━━━━━ Extracted data ━━━━━

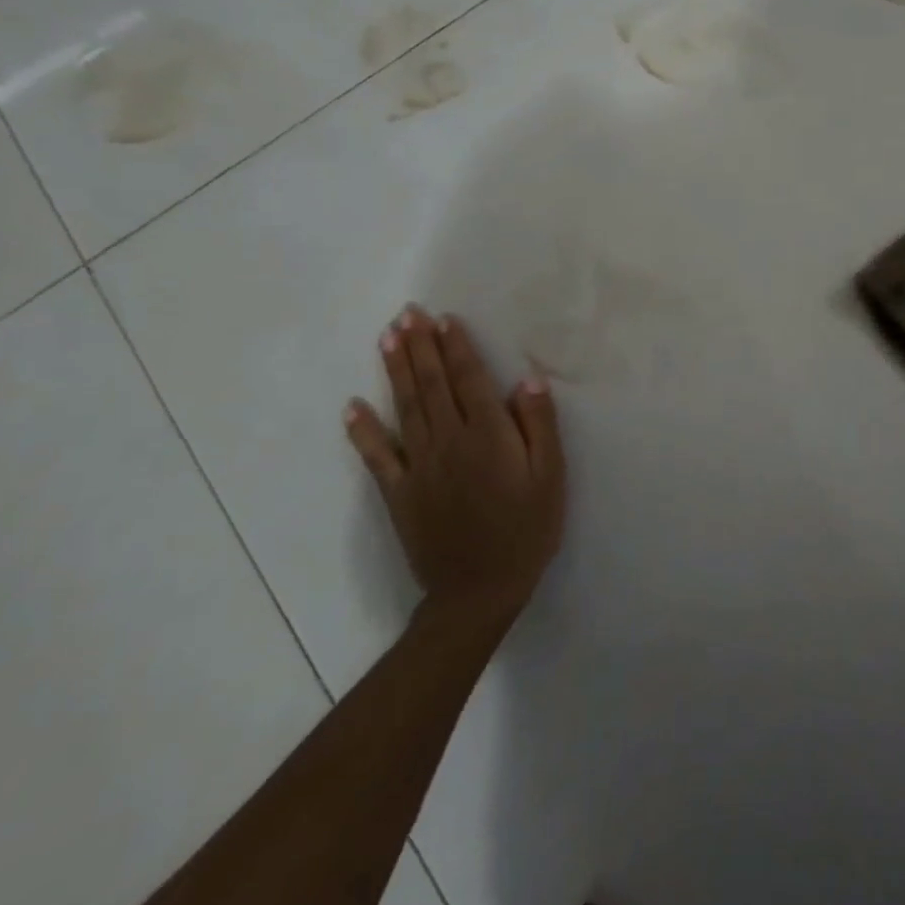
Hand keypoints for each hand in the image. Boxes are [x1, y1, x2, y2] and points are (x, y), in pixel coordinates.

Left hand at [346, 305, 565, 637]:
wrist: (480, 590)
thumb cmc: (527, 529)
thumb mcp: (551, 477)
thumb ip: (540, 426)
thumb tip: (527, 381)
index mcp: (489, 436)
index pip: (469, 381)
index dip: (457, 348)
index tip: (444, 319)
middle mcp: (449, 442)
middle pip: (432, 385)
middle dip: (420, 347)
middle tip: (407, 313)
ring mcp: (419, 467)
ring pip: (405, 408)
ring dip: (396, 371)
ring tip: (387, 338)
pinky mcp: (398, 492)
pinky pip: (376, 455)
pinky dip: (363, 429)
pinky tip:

━━━━━

▸ **What needs to be done**: Please copy the line that holds "middle pip: (432, 385)" and each line under it through the last line above, exactly as they stand, adding nothing.

▸ **Problem solution**:
middle pip: (432, 385)
middle dip: (420, 347)
middle tip: (407, 313)
ring mcp: (419, 467)
ring pip: (405, 408)
ring dip: (396, 371)
ring tip: (387, 338)
pinky mcp: (398, 492)
pinky pip: (376, 455)
pinky dip: (363, 429)
pinky tip:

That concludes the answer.